During the last two years of Lizzie’s life, Magiera’s dad couldn’t stand it anymore.

“He told a friend, ‘I’m bringing Lizzie home; I miss her too much,’ and that’s what he did,” Magiera said. “I think he relished every moment he was able to spend with her.”

Moving forward

According to the CDC, more than 11 million Americans care for a loved one with Alzheimer’s. For many, it’s not possible to be the sole caregiver.

“I hate to say it, but unfortunately money is key,” explained Kenny. “In-home health aides aren’t often covered by insurance, and a decent nursing home for my father, who had dementia, cost $7,000 per month.

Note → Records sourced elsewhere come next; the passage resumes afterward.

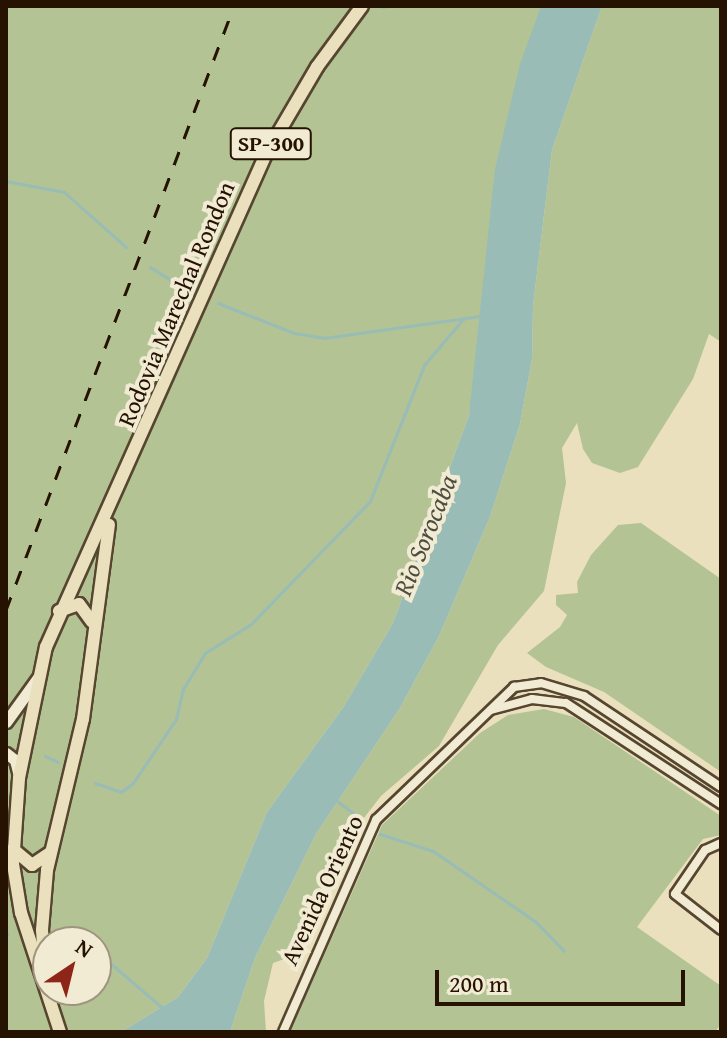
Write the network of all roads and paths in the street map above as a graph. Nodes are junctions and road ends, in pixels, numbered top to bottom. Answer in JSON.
{"nodes":[{"id":1,"x":362,"y":6,"type":"edge"},
{"id":2,"x":114,"y":502,"type":"junction"},
{"id":3,"x":59,"y":611,"type":"junction"},
{"id":4,"x":94,"y":626,"type":"junction"},
{"id":5,"x":41,"y":672,"type":"junction"},
{"id":6,"x":486,"y":712,"type":"junction"},
{"id":7,"x":6,"y":722,"type":"edge"},
{"id":8,"x":6,"y":753,"type":"edge"},
{"id":9,"x":19,"y":778,"type":"junction"},
{"id":10,"x":721,"y":787,"type":"edge"},
{"id":11,"x":721,"y":804,"type":"edge"},
{"id":12,"x":721,"y":843,"type":"edge"},
{"id":13,"x":13,"y":849,"type":"junction"},
{"id":14,"x":50,"y":853,"type":"junction"},
{"id":15,"x":42,"y":926,"type":"edge"},
{"id":16,"x":721,"y":930,"type":"edge"},
{"id":17,"x":32,"y":946,"type":"edge"},
{"id":18,"x":52,"y":1006,"type":"edge"},
{"id":19,"x":60,"y":1032,"type":"edge"},
{"id":20,"x":283,"y":1032,"type":"edge"}],
"edges":[{"from":1,"to":2,"type":"main road","name":"Rodovia Marechal Rondon","number":"SP-300"},
{"from":2,"to":3,"type":"main road","name":"Rodovia Marechal Rondon","number":"SP-300"},
{"from":2,"to":4,"type":"main road","name":"Rodovia Marechal Rondon","number":"SP-300"},
{"from":3,"to":4,"type":"main road"},
{"from":3,"to":5,"type":"main road","name":"Rodovia Marechal Rondon","number":"SP-300"},
{"from":4,"to":14,"type":"main road","name":"Rodovia Marechal Rondon","number":"SP-300"},
{"from":5,"to":7,"type":"main road"},
{"from":5,"to":9,"type":"main road","name":"Rodovia Marechal Rondon","number":"SP-300"},
{"from":6,"to":10,"type":"street","name":"Avenida Oriento"},
{"from":6,"to":11,"type":"street","name":"Avenida Oriento"},
{"from":6,"to":20,"type":"street","name":"Avenida Oriento"},
{"from":8,"to":9,"type":"main road"},
{"from":9,"to":13,"type":"main road","name":"Rodovia Marechal Rondon","number":"SP-300"},
{"from":12,"to":16,"type":"street"},
{"from":13,"to":14,"type":"main road"},
{"from":13,"to":17,"type":"main road","name":"Rodovia Marechal Rondon","number":"SP-300"},
{"from":14,"to":15,"type":"main road","name":"Rodovia Marechal Rondon","number":"SP-300"},
{"from":18,"to":19,"type":"main road","name":"Rodovia Marechal Rondon","number":"SP-300"}]}
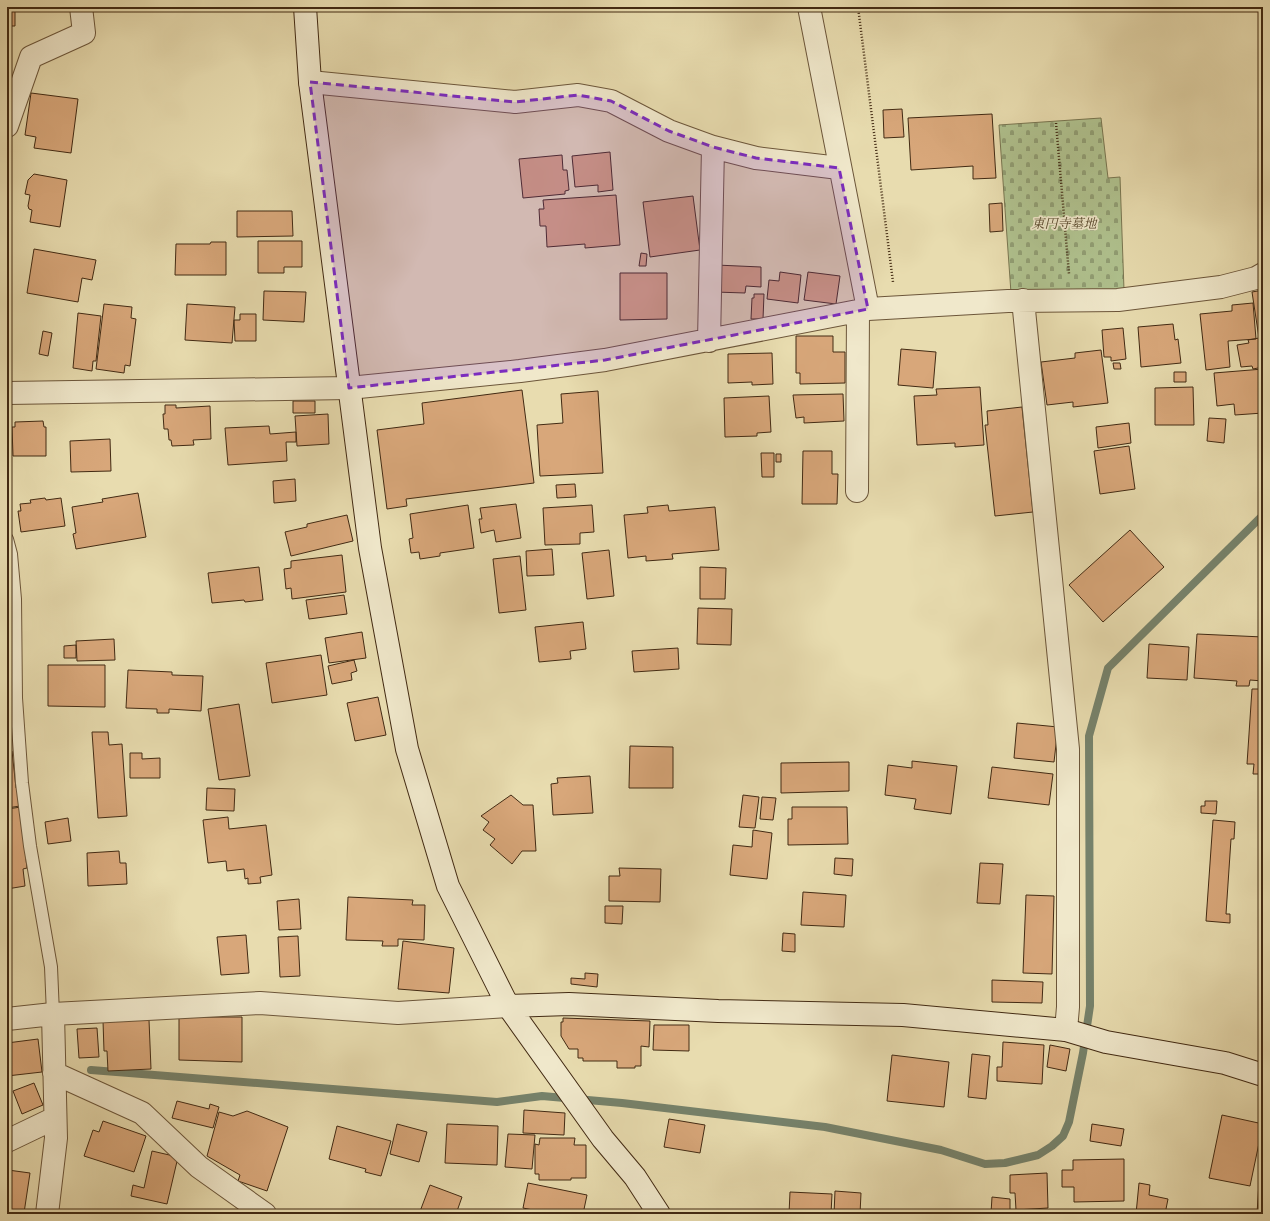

There aren’t easy solutions.”

Magiera said her father had been retired for 20 years, but after her mother died in 2011, he had to go back to work to help pay for his wife’s medical bills.

“I can’t even imagine what would have happened if he hadn’t been on such solid financial footing to start,” Magiera said. 

The heartbreak this disease has caused so many Americans and their families has stirred Washington to action.

When the National Plan to Address Alzheimer’s Disease was released in 2011, initial funding totaled approximately $500 million a year, far below the $2 billion goal that leading scientists had estimated was necessary to find a treatment or cure by 2025. More recently, however, politicians have worked together to increase federal research investment to more than $3.4 billion last year.

“It’s encouraging to see such a bipartisan effort, but we’re not across the finish line yet,” said Dehkharghani. “There are still so many unanswered scientific questions when it comes to Alzheimer’s, but researchers are working very hard to discover answers and to hopefully find the breakthrough that will lead to the treatment and cure we’re all hoping for.”

In the meantime, things have been learned to stave off the effects of Alzheimer’s, including cardiovascular exercise, maintaining a healthy blood pressure, continuing a consistent level of socialization and, of course, early diagnosis.

“I sometimes wonder what we’d be doing right now if my wife had early treatment,” Collier told VOA. “Would we be traveling the world? Would we be checking items off her bucket list?”

“Instead, I go to her senior living facility every day,” he continued, “because I want the nurses to know this woman who has been reduced to shuffling and mumbling is still my Dora — she’s a Navy veteran and a very accomplished woman, and I want them to know her story.”